C++ Voxel::GetFences方法代码示例

/**
 * Set the ground fences of a voxel stack.
 * @param fences Ground fences to set.
 * @param stack The voxel stack to assign to.
 * @param base_z Height of the base voxel.
 */
void AddGroundFencesToMap(uint16 fences, VoxelStack *stack, int base_z)
{
	Voxel *v = stack->GetCreate(base_z, false); // It should have ground at least.
	assert(v->GetGroundType() != GTP_INVALID);
	uint8 slope = v->GetGroundSlope();

	v->SetFences(MergeGroundFencesAtBase(v->GetFences(), fences, slope));
	v = stack->GetCreate(base_z + 1, HasTopVoxelFences(slope));
	if (v != nullptr) v->SetFences(MergeGroundFencesAtTop(v->GetFences(), fences, slope));
}

/**
 * Examine, and perhaps modify a neighbouring path edge or ride connection, to make it connect (or not if not \a add_edges)
 * to the centre examined tile.
 * @param voxel_pos Coordinate of the neighbouring voxel.
 * @param edge Edge to examine, and/or connected to.
 * @param add_edges If set, add edges (else, remove them).
 * @param at_bottom Whether a path connection is expected at the bottom (if \c false, it should be at the top).
 * @param dest_voxel [out] %Voxel containing the neighbouring path, or \c nullptr.
 * @param dest_inst_data [out] New instance of the voxel.
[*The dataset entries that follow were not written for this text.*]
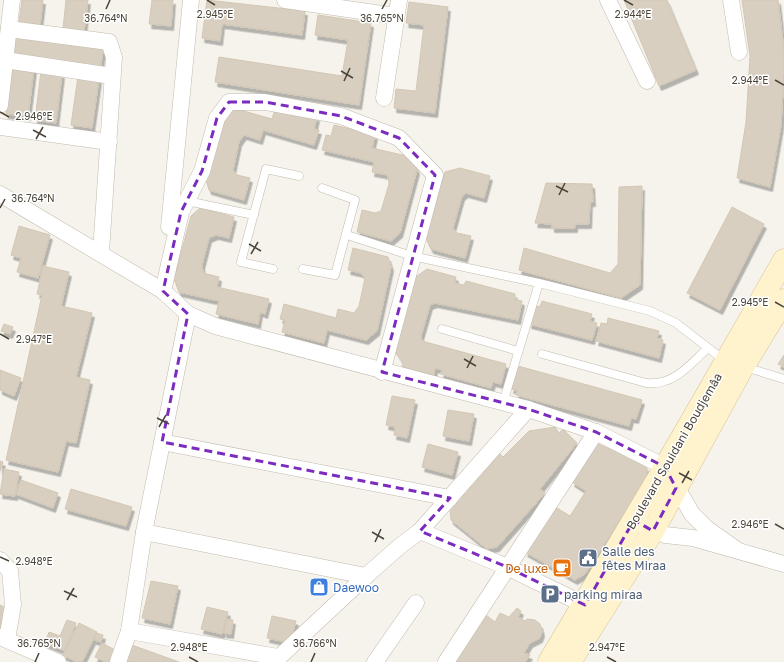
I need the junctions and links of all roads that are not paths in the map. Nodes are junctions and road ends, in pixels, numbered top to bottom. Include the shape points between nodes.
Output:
1 (12, 0) edge
2 (191, 0) edge
3 (285, 0) edge
4 (398, 0) edge
5 (608, 0) edge
6 (731, 0) edge
7 (396, 16) junction
8 (9, 29) junction
9 (739, 52) dead end
10 (5, 60) junction
11 (112, 76) junction
12 (647, 81) dead end
13 (384, 98) dead end
14 (0, 104) edge
15 (0, 127) edge
16 (109, 142) junction
17 (299, 176) dead end
18 (322, 188) dead end
19 (0, 194) edge
20 (187, 201) junction
21 (254, 215) junction
22 (347, 235) junction
23 (100, 252) junction
24 (412, 256) junction
25 (784, 260) edge
26 (273, 269) dead end
27 (303, 269) dead end
28 (539, 283) junction
29 (163, 290) junction
30 (784, 300) edge
31 (188, 314) junction
32 (442, 329) dead end
33 (708, 348) junction
34 (518, 351) junction
35 (542, 354) dead end
36 (734, 364) junction
37 (382, 372) junction
38 (784, 379) edge
39 (503, 402) junction
40 (528, 409) junction
41 (596, 432) junction
42 (162, 442) junction
43 (665, 468) junction
44 (676, 488) junction
45 (450, 498) junction
46 (634, 520) junction
47 (653, 531) junction
48 (144, 532) junction
49 (420, 532) junction
50 (737, 550) junction
51 (0, 560) edge
52 (784, 564) edge
53 (507, 567) junction
54 (366, 576) junction
55 (416, 603) dead end
56 (585, 605) junction
57 (128, 631) junction
58 (3, 638) edge
59 (276, 659) edge
60 (58, 662) edge
61 (118, 662) edge
62 (375, 662) edge
63 (446, 662) edge
64 (550, 662) edge
65 (570, 662) edge

1 - 8 street
2 - 29 street
3 - 7 street
4 - 7 street
5 - 12 street
6 - 9 street
7 - 13 street
8 - 10 street
8 - 11 street via 109,42 114,57
10 - 11 street
10 - 14 street
11 - 16 street
15 - 16 street
16 - 23 street
17 - 21 lane via 266,169
18 - 22 lane via 355,200
19 - 23 street
20 - 21 lane
20 - 24 street via 202,171 216,118 228,102 265,102 341,116 399,138 435,175
20 - 29 street via 181,212
21 - 26 lane via 241,262
22 - 24 lane
22 - 27 lane via 335,275
23 - 29 street
24 - 28 lane
24 - 37 street
25 - 36 main road, Boulevard Souidani Boudjemâa
28 - 33 lane via 650,311 676,323
28 - 34 lane
29 - 31 street
30 - 36 main road, Boulevard Souidani Boudjemâa
31 - 37 street via 242,335
31 - 42 street
32 - 34 lane
33 - 35 lane via 676,377 654,384
33 - 36 lane
34 - 39 lane
36 - 38 lane
36 - 43 main road, Boulevard Souidani Boudjemâa
36 - 44 main road, Boulevard Souidani Boudjemâa
37 - 39 street
39 - 40 street
40 - 41 street
40 - 45 street
41 - 43 street
41 - 53 street
42 - 45 street
42 - 48 street
43 - 44 street
43 - 46 main road, Boulevard Souidani Boudjemâa
44 - 47 main road, Boulevard Souidani Boudjemâa
44 - 50 street via 686,506 699,521
45 - 49 street
46 - 47 street
46 - 56 main road, Boulevard Souidani Boudjemâa
47 - 50 street
47 - 65 main road, Boulevard Souidani Boudjemâa
48 - 54 street
48 - 57 street
49 - 53 street
49 - 54 street
50 - 52 street
51 - 58 street via 10,571 13,605
53 - 56 street
53 - 63 street
54 - 59 street
55 - 62 street
56 - 64 main road, Boulevard Souidani Boudjemâa
57 - 59 street
57 - 61 street
58 - 60 street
Only valid if \a dest_voxel is not \c nullptr.
 * @param dest_status [out] Status of the neighbouring path.
 * @return Neighbouring voxel was (logically) connected to the centre tile.
 */
static bool ExamineNeighbourPathEdge(const XYZPoint16 &voxel_pos, TileEdge edge, bool add_edges, bool at_bottom,
		Voxel **dest_voxel, uint16 *dest_inst_data, PathStatus *dest_status)
{
	Voxel *v;

	*dest_voxel = nullptr;
	*dest_status = PAS_UNUSED;
	*dest_inst_data = PATH_INVALID;

	v = _world.GetCreateVoxel(voxel_pos, false);
	if (v == nullptr) return false;

	uint16 fences = v->GetFences();
	FenceType fence_type = GetFenceType(fences, edge);
	if (fence_type != FENCE_TYPE_INVALID) return false;

	uint16 number = v->GetInstance();
	if (number == SRI_PATH) {
		uint16 instance_data = v->GetInstanceData();
		if (!HasValidPath(instance_data)) return false;

		uint8 slope = GetImplodedPathSlope(instance_data);
		if (at_bottom) {
			if (slope >= PATH_FLAT_COUNT && slope != _path_up_from_edge[edge]) return false;
		} else {
			if (slope != _path_down_from_edge[edge]) return false;
		}

		PathStatus status = _sprite_manager.GetPathStatus(GetPathType(instance_data));
		if (add_edges && status == PAS_QUEUE_PATH) { // Only try to connect to queue paths if they are not yet connected to 2 (or more) neighbours.
			if (GetQuePathEdgeConnectCount(slope) > 1) return false;
		}

		slope = SetPathEdge(slope, edge, add_edges);
		*dest_status = status;
		*dest_voxel = v;
		*dest_inst_data = SetImplodedPathSlope(instance_data, slope);
		return true;

	} else if (number >= SRI_FULL_RIDES) { // A ride instance. Does it have an entrance here?
		if ((v->GetInstanceData() & (1 << edge)) != 0) {
			*dest_status = PAS_QUEUE_PATH;
			return true;
		}
	}
	return false;
}

/**
 * Add edges of the neighbouring path tiles.
 * @param voxel_pos Coordinate of the central voxel with a path tile.
 * @param slope Imploded path slope of the central voxel.
 * @param dirs Edge directions to change (bitset of #TileEdge), usually #EDGE_ALL.
 * @param status Status of the path. #PAS_UNUSED means to remove the edges.
 * @return Updated (imploded) slope at the central voxel.
 */
uint8 AddRemovePathEdges(const XYZPoint16 &voxel_pos, uint8 slope, uint8 dirs, PathStatus status)
{
	PathStatus ngb_status[4];    // Neighbour path status, #PAS_UNUSED means do not connect.
	Voxel *ngb_voxel[4];         // Neighbour voxels with path, may be null if it doesn't need changing.
	uint16 ngb_instance_data[4]; // New instance data, if the voxel exists.
	XYZPoint16 ngb_pos[4];       // Coordinate of the neighbouring voxel.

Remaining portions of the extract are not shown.